A process that took just 74 seconds.
Imagine that you are in a pitch-black room and want to know what size the space is. If you shout, you can tell if the space is big or small, depending on how long it takes to hear the echo after it bounces off a wall.
Astronomers use this same principle to study objects that are too distant to see. Particularly, researchers are interested in calculating how far young stars are from the inner edge of their protoplanetary disks — disks of gas and dust surrounding a young star where planets form over the course of millions of years.
"Understanding protoplanetary disks can help us understand some of the mysteries about exoplanets, the planets in solar systems outside our own," said Huan Meng, postdoctoral research associate at the University of Arizona and lead author of the study, in a press release. "We want to know how planets form and why we find large planets called 'hot Jupiters' close to their stars."
The new study, published in the Astrophysical Journal, used data from NASA’s Spitzer Space Telescope and four ground-based telescopes to determine the distance between a star and the inner rim of its surrounding protoplanetary disk.
When a young star surrounded by its protoplanetary disk brightens, some of the light hits the disk causing a delayed "echo." Scientists measure the time it takes for the light coming directly from the star to reach Earth, and then wait for the echo to arrive. This method is called photo-reverberation, or "light echoes."

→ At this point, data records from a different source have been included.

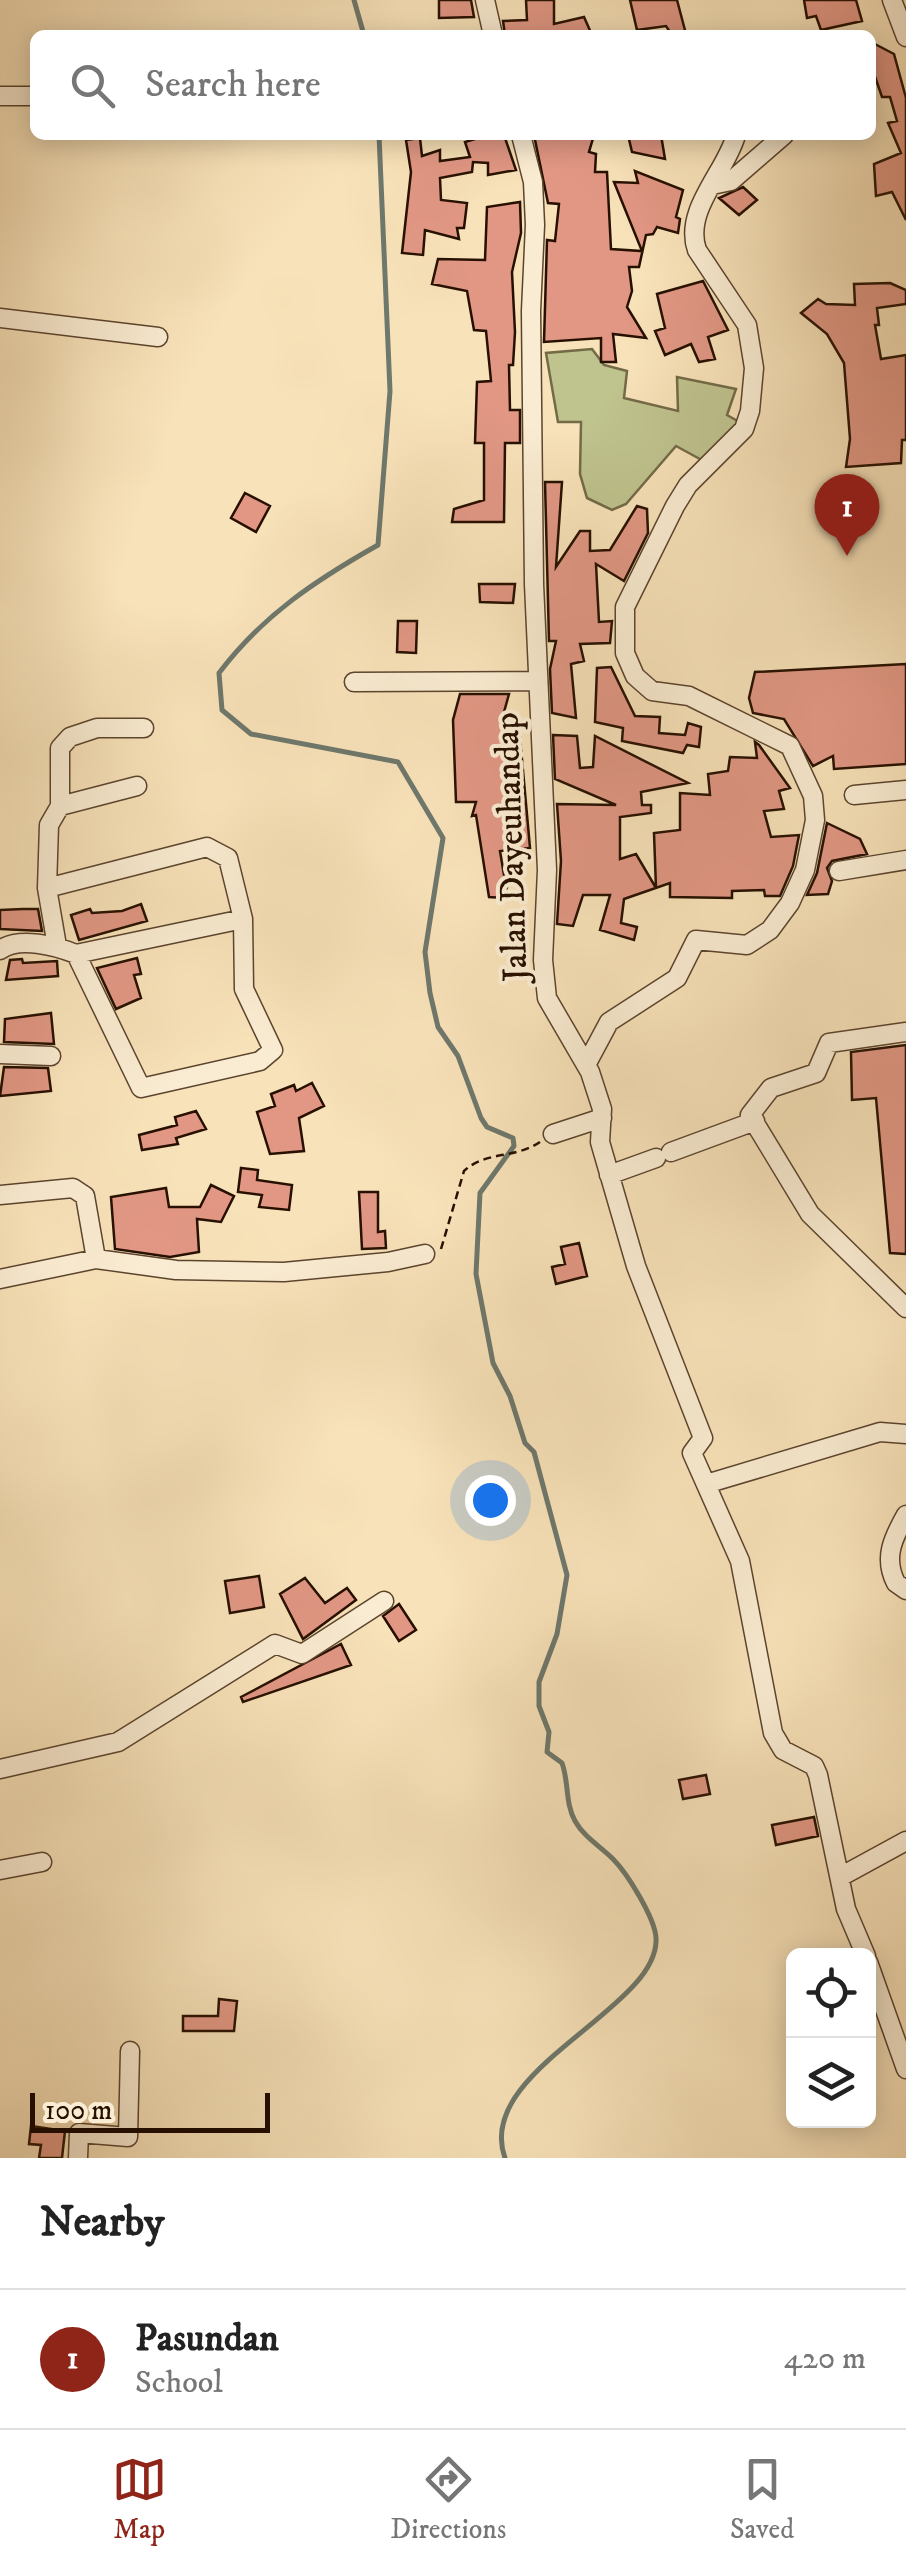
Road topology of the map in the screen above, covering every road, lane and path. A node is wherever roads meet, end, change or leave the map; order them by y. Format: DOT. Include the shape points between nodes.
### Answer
graph roads {
  1 [pos="485,0"];
  2 [pos="892,0"];
  3 [pos="492,30"];
  4 [pos="906,37"];
  5 [pos="0,96"];
  6 [pos="30,96"];
  7 [pos="521,140"];
  8 [pos="735,140"];
  9 [pos="778,140"];
  10 [pos="712,185"];
  11 [pos="0,318"];
  12 [pos="158,337"];
  13 [pos="537,681"];
  14 [pos="354,682"];
  15 [pos="144,728"];
  16 [pos="138,786"];
  17 [pos="906,790"];
  18 [pos="854,795"];
  19 [pos="60,806"];
  20 [pos="906,860"];
  21 [pos="839,870"];
  22 [pos="47,888"];
  23 [pos="243,919"];
  24 [pos="57,946"];
  25 [pos="0,950"];
  26 [pos="76,954"];
  27 [pos="906,1032"];
  28 [pos="0,1054"];
  29 [pos="51,1056"];
  30 [pos="588,1069"];
  31 [pos="761,1103"];
  32 [pos="602,1113"];
  33 [pos="554,1134"];
  34 [pos="609,1175"];
  35 [pos="0,1195"];
  36 [pos="425,1254"];
  37 [pos="96,1259"];
  38 [pos="0,1278"];
  39 [pos="906,1308"];
  40 [pos="906,1434"];
  41 [pos="706,1484"];
  42 [pos="906,1515"];
  43 [pos="906,1590"];
  44 [pos="384,1601"];
  45 [pos="0,1769"];
  46 [pos="906,1841"];
  47 [pos="42,1862"];
  48 [pos="0,1870"];
  49 [pos="840,1877"];
  50 [pos="863,1948"];
  51 [pos="876,1982"];
  52 [pos="130,2051"];
  53 [pos="906,2069"];
  54 [pos="78,2158"];
  1 -- 3 [label="street"];
  2 -- 4 [label="street"];
  5 -- 6 [label="street"];
  7 -- 13 [label="street, Jalan Dayeuhandap" via="535,225"];
  8 -- 10 [label="street"];
  9 -- 10 [label="street" via="731,182"];
  10 -- 30 [label="street" via="695,220 695,244 747,324 754,368 750,411 744,429 675,506 626,608 623,642 631,670 652,691 689,696 790,746 813,796 812,842 794,894 770,930 747,945 696,940 676,978 609,1022"];
  11 -- 12 [label="street"];
  13 -- 14 [label="street"];
  13 -- 30 [label="street, Jalan Dayeuhandap" via="547,998"];
  15 -- 19 [label="street" via="98,728 64,742"];
  16 -- 19 [label="street"];
  17 -- 18 [label="street"];
  19 -- 22 [label="street" via="48,824"];
  20 -- 21 [label="street"];
  22 -- 23 [label="street" via="206,847 228,858"];
  22 -- 24 [label="street"];
  23 -- 26 [label="street"];
  23 -- 26 [label="street" via="244,989 273,1050 260,1061 170,1083 141,1088"];
  24 -- 25 [label="street" via="8,944"];
  24 -- 26 [label="street"];
  27 -- 31 [label="street" via="829,1043 816,1072"];
  28 -- 29 [label="street"];
  30 -- 32 [label="street, Jalan Dayeuhandap"];
  31 -- 34 [label="street" via="664,1155"];
  31 -- 39 [label="street" via="810,1214"];
  32 -- 33 [label="street"];
  32 -- 34 [label="street, Jalan Dayeuhandap" via="600,1142"];
  33 -- 36 [label="path" via="521,1155 474,1162 464,1170 447,1239"];
  34 -- 41 [label="street, Jalan Dayeuhandap" via="670,1360 702,1434 704,1441 692,1452"];
  35 -- 37 [label="street" via="73,1188 85,1196"];
  36 -- 37 [label="street" via="284,1272 176,1270"];
  37 -- 38 [label="street"];
  40 -- 41 [label="street" via="880,1432"];
  41 -- 49 [label="street, Jalan Dayeuhandap" via="740,1561 773,1734 782,1750 814,1766"];
  42 -- 43 [label="street" via="890,1546 890,1562 896,1583"];
  44 -- 45 [label="street" via="302,1654 276,1644 118,1742"];
  46 -- 49 [label="street"];
  47 -- 48 [label="street"];
  49 -- 50 [label="street, Jalan Dayeuhandap"];
  51 -- 53 [label="street, Jalan Dayeuhandap"];
  52 -- 54 [label="street" via="128,2137 80,2133"];
}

Since light travels at a constant speed (186,282 miles per second), scientists can determine distance by multiplying the speed by the time it takes for light to get from one point to another. However, in order to be able to use this rather simple equation, astronomers have to find a star with variable emissions — a star the emits radiation unpredictably — and young stars are the best candidates.
The star used in this study is called YLW 16B. It lies about 400 light-years from Earth and is roughly the same mass as our sun at just one million years old.
Combining Spitzer data with observations from the ground-based telescopes, researchers saw consistent time lags between the star brightening and echoes in the surrounding disk. The researchers then calculated how far this light must have traveled during the time lag — about 0.08 astronomical units, or eight percent of the distance between Earth and the sun. Although this value was slightly smaller than previous estimates, but still consistent with theoretical expectations, it only took the researchers 74 seconds to measure the light echo.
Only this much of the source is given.